Dataset below:
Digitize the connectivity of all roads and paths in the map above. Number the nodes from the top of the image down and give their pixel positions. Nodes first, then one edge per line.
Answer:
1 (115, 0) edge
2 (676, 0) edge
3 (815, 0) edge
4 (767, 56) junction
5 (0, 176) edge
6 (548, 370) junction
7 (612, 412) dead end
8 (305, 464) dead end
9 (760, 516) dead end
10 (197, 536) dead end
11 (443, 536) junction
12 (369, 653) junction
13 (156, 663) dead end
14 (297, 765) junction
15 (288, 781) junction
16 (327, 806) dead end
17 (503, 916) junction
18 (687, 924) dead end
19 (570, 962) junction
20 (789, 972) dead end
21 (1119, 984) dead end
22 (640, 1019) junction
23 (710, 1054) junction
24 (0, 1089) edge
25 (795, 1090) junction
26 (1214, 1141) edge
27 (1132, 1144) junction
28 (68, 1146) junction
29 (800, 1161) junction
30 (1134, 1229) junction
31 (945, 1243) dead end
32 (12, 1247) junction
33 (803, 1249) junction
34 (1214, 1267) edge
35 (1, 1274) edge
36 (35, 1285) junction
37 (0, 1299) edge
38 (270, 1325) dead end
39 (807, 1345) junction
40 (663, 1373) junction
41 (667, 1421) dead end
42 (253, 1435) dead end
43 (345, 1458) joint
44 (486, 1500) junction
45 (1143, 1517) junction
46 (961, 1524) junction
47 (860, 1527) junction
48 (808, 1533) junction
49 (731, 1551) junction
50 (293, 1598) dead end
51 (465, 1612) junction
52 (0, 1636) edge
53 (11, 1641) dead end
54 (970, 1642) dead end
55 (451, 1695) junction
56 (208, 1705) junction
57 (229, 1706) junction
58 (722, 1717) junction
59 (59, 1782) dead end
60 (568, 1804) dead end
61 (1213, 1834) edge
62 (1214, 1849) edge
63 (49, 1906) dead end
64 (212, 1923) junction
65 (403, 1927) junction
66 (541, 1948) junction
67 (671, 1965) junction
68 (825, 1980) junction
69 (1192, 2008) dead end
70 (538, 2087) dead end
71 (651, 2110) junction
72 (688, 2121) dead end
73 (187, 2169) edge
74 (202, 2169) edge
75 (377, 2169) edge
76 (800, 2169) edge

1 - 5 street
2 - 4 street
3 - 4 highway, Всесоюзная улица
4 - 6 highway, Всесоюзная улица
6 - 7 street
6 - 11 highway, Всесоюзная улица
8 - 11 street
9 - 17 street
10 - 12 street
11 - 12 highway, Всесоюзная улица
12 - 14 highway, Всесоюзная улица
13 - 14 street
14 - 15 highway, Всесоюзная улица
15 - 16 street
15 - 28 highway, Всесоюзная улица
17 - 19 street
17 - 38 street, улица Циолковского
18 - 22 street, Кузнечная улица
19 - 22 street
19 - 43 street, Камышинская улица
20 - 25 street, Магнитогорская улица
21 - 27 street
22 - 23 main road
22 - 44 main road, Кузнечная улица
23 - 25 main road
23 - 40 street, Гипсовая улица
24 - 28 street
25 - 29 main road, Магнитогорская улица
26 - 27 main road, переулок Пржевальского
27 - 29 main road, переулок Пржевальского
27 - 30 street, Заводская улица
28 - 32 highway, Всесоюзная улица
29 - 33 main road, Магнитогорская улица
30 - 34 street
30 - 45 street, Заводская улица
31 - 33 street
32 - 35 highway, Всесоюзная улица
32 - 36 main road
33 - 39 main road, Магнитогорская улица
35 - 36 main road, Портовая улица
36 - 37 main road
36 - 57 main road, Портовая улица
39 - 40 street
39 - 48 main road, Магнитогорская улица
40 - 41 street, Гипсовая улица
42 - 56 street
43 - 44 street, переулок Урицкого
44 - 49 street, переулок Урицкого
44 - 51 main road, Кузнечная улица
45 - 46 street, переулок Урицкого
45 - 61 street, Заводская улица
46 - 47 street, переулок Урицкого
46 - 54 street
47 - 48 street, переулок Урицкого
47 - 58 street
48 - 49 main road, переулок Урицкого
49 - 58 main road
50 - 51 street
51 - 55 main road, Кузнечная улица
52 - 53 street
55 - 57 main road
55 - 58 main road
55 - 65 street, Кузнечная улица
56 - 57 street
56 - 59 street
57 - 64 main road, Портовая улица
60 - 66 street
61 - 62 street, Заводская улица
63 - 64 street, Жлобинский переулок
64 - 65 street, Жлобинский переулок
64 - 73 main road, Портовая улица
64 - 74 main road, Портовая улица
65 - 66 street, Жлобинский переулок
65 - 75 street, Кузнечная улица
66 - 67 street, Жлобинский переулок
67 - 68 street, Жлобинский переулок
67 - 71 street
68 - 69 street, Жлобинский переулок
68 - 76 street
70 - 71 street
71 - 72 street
End of Dataset.
_Directions for this task:_ Your answer should consist of all lines above that include the string "Заводская".

_Answer box:_
27 - 30 street, Заводская улица
30 - 45 street, Заводская улица
45 - 61 street, Заводская улица
61 - 62 street, Заводская улица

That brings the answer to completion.